Il nostro sistema Paese non è mai stato un esempio di attrattività nei confronti degli investimenti dall’estero, ed anzi la sua macchina amministrativa e della giustizia, i tempi di attuazione e le infrastrutture spesso carenti contribuiscono da sempre a scoraggiare le imprese, straniere e non, a investire e restare sul nostro territorio. Inoltre la farmaceutica è da anni oggetto di misure di contenimento della spesa, che operano dal lato dell’offerta, e introducono ulteriori ostacoli all’accesso al mercato (si pensi al tanto discusso strumento del payback). Ciononostante abbiamo l’immensa fortuna di ospitare alcuni dei poli produttivi e di ricerca più eccellenti d’Europa, soprattutto per quanto riguarda il comparto farmaceutico, che di fatto ha contribuito a tenere alte le sorti dell’industria italiana anche in tempi di crisi economica.
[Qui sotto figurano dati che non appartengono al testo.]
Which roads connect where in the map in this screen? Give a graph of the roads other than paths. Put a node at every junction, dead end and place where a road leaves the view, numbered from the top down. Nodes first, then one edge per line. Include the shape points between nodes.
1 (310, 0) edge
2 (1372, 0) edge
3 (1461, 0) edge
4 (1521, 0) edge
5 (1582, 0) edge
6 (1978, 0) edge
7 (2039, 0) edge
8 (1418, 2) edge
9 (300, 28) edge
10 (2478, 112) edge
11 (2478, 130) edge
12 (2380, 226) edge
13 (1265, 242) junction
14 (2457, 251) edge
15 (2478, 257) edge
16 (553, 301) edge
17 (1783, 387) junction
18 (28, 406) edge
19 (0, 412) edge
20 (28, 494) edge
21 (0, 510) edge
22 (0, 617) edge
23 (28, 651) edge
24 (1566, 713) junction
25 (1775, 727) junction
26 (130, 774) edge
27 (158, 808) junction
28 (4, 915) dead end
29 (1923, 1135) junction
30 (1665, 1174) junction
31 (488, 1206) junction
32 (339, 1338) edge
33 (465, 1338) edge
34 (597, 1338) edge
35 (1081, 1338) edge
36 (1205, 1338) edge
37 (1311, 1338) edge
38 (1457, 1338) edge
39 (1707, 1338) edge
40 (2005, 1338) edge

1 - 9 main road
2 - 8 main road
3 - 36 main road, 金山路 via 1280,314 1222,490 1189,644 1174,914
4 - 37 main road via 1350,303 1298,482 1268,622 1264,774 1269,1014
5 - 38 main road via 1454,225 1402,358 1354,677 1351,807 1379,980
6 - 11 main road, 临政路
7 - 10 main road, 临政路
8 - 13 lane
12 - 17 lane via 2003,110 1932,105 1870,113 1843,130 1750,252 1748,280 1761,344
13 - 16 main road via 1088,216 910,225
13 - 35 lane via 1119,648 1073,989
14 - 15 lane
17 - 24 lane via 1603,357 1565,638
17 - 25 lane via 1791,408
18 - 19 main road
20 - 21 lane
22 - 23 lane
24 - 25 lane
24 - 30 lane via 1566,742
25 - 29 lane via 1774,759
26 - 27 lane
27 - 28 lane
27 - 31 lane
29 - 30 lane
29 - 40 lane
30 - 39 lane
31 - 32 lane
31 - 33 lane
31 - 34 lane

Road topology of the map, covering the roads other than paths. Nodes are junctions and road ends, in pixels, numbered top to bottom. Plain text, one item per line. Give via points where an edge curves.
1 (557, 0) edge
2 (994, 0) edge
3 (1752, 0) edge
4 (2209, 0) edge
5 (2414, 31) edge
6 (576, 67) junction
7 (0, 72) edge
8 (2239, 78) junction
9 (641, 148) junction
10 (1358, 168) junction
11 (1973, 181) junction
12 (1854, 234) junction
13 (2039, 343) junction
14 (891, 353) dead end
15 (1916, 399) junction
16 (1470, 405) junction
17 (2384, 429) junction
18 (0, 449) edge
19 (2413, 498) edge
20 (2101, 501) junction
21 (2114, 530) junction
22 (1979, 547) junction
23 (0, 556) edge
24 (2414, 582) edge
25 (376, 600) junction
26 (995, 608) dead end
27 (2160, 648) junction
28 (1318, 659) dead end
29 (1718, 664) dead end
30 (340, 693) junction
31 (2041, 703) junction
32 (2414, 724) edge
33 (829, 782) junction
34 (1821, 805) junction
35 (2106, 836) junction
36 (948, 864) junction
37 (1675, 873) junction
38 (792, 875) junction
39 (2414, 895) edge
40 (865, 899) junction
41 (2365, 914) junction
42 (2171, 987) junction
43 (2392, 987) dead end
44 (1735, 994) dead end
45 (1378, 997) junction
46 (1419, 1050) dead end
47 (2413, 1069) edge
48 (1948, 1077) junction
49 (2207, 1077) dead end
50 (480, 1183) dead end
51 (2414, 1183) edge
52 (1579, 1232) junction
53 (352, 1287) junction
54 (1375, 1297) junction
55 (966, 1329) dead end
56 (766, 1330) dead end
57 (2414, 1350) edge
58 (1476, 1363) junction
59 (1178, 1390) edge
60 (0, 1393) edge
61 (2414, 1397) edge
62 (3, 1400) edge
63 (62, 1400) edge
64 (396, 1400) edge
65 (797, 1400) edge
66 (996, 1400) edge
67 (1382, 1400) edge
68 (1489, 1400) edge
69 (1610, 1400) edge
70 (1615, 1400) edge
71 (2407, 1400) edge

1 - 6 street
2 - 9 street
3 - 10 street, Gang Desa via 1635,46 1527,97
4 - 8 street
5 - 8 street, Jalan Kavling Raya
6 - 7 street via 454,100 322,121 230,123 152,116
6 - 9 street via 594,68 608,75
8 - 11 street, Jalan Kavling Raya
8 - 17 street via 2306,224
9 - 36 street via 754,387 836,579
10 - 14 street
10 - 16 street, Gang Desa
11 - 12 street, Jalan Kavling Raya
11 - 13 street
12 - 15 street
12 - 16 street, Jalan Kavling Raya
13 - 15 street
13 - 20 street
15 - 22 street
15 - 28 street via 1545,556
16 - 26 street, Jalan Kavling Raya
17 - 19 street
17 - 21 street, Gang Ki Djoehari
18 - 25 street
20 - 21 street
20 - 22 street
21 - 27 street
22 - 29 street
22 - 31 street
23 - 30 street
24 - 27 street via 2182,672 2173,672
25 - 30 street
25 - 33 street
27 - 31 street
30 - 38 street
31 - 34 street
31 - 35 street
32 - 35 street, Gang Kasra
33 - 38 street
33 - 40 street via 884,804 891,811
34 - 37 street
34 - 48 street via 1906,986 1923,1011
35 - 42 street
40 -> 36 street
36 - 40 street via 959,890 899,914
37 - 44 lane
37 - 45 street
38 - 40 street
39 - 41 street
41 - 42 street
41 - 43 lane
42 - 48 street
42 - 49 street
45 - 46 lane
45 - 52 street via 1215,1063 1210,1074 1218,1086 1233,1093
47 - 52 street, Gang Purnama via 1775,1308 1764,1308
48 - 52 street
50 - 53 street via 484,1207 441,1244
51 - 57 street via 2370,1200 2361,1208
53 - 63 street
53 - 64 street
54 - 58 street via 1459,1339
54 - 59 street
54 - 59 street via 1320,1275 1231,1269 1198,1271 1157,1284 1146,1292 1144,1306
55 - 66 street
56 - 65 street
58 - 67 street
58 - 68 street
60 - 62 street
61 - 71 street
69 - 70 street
Non è un caso che durante la cosiddetta double-deep recession l’industria farmaceutica in Italia sia stata una delle poche a continuare a garantire investimenti, occupazione e soprattutto un enorme contributo all’export del nostro Paese, che ricordiamo entrare positivamente nel calcolo del nostro Pil.

L’intervento dell’Agenzia delle Dogane dunque porta con sé il rischio di scoraggiare ulteriormente le aziende nei confronti del nostro sistema Paese, introdurre ulteriori gradi di incertezza, e di fatto, portare ad effetti negativi dal punto di vista della politica sia sanitaria che industriale. L’Italia del post-pandemia la potremo costruire solo creando uno solido partenariato tra il pubblico e il privato.